● Assignment
Word for word, set down the records and skip each picture.

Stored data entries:

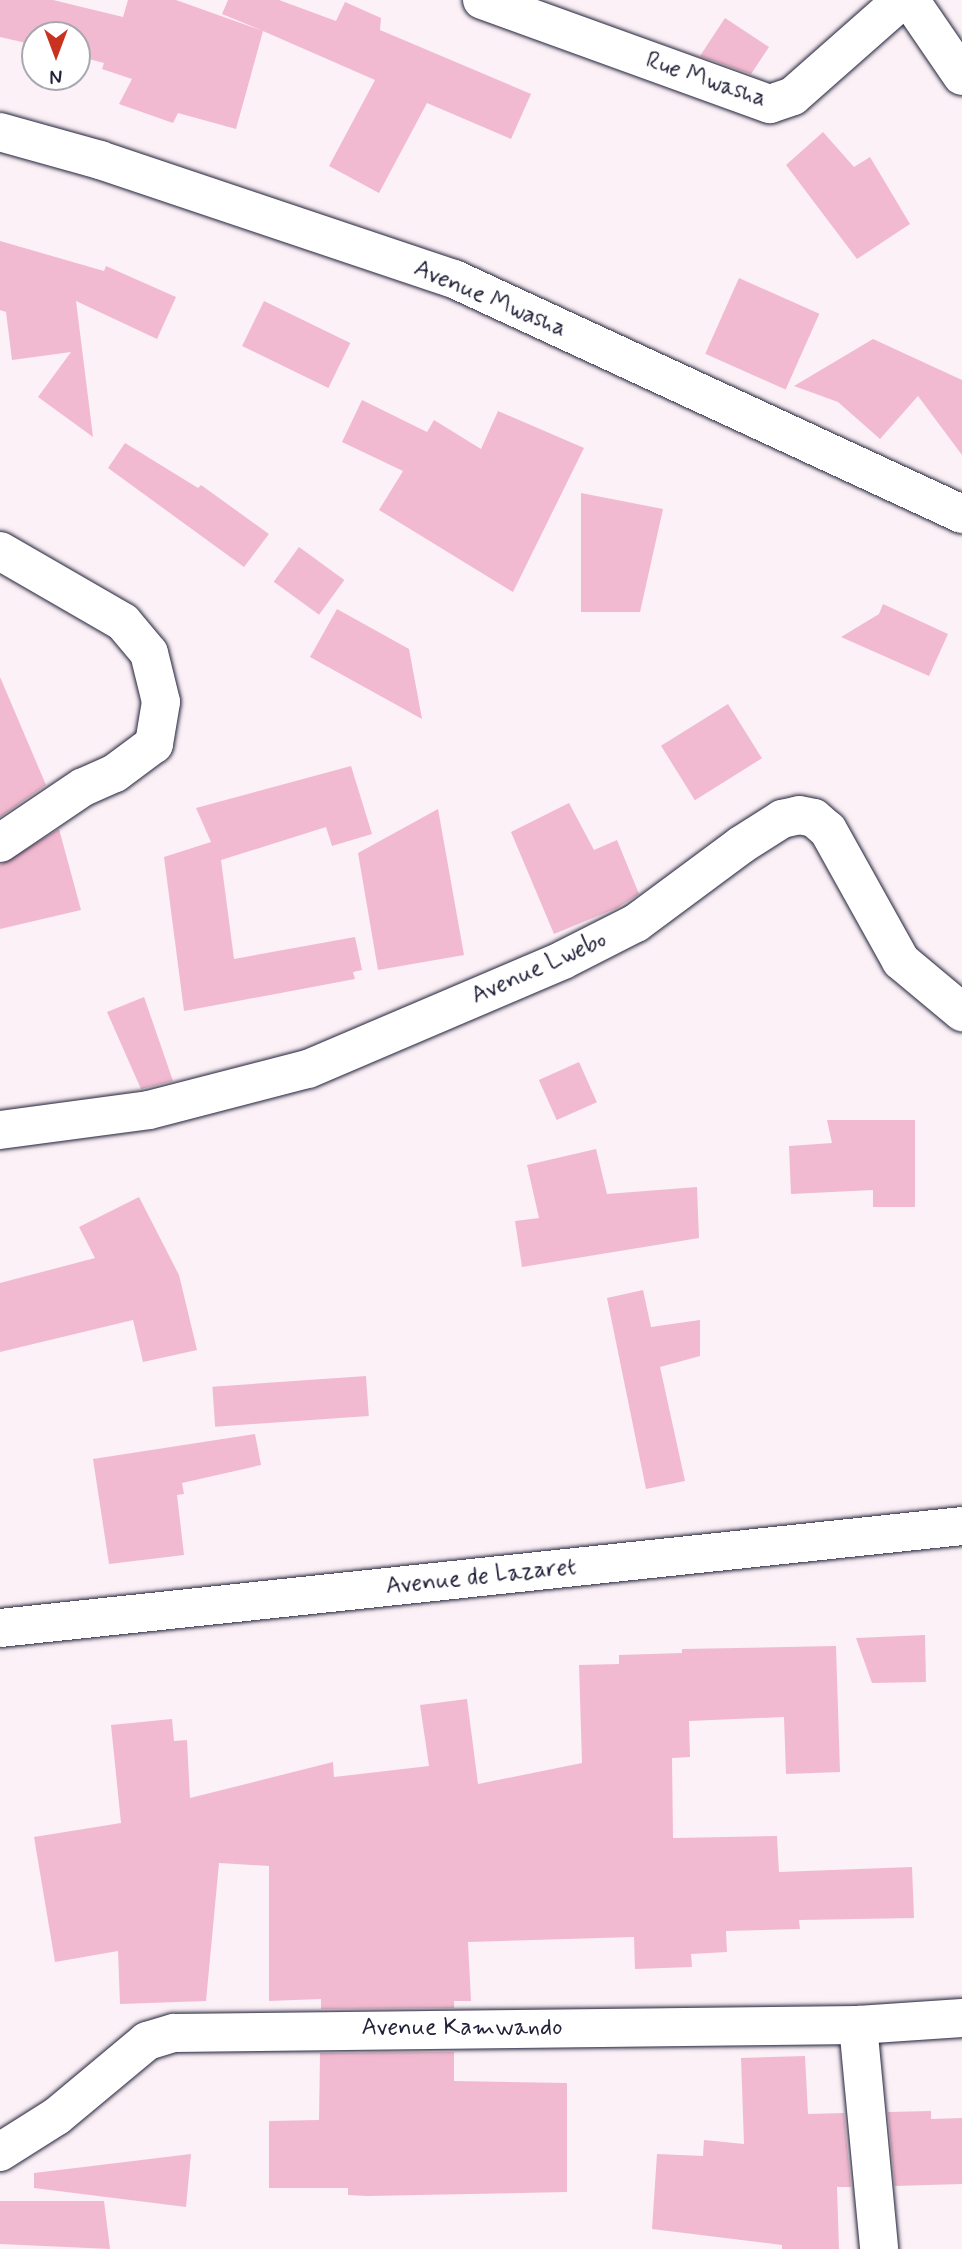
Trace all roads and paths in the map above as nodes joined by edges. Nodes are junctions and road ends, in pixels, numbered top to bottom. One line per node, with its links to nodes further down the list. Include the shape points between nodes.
1 (482, 0): 2 (street, Rue Mwasha, via 776,104 793,96)
2 (902, 0)
3 (910, 0): 4 (street)
4 (962, 76)
5 (0, 132): 6 (street, Avenue Mwasha, via 100,160 454,279)
6 (962, 514)
7 (6, 554): 8 (street, via 123,622 149,653 161,702 154,744)
8 (0, 843)
9 (962, 1012): 10 (street, Avenue Lwebo, via 901,961 828,830 814,818 799,815 782,818 741,845 636,923 563,960 308,1069 149,1110)
10 (0, 1130)
11 (962, 1526): 12 (street, Avenue de Lazaret)
12 (0, 1628)
13 (962, 2018): 14 (street, Avenue Kamwando)
14 (858, 2025): 15 (street, Avenue Kamwando, via 174,2033 147,2041 57,2116); 16 (street)
15 (0, 2152)
16 (879, 2249)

● The completed task
Trace all roads and paths in the map above as nodes joined by edges. Nodes are junctions and road ends, in pixels, numbered top to bottom. One line per node, with its links to nodes further down the list. Include the shape points between nodes.
1 (482, 0): 2 (street, Rue Mwasha, via 776,104 793,96)
2 (902, 0)
3 (910, 0): 4 (street)
4 (962, 76)
5 (0, 132): 6 (street, Avenue Mwasha, via 100,160 454,279)
6 (962, 514)
7 (6, 554): 8 (street, via 123,622 149,653 161,702 154,744)
8 (0, 843)
9 (962, 1012): 10 (street, Avenue Lwebo, via 901,961 828,830 814,818 799,815 782,818 741,845 636,923 563,960 308,1069 149,1110)
10 (0, 1130)
11 (962, 1526): 12 (street, Avenue de Lazaret)
12 (0, 1628)
13 (962, 2018): 14 (street, Avenue Kamwando)
14 (858, 2025): 15 (street, Avenue Kamwando, via 174,2033 147,2041 57,2116); 16 (street)
15 (0, 2152)
16 (879, 2249)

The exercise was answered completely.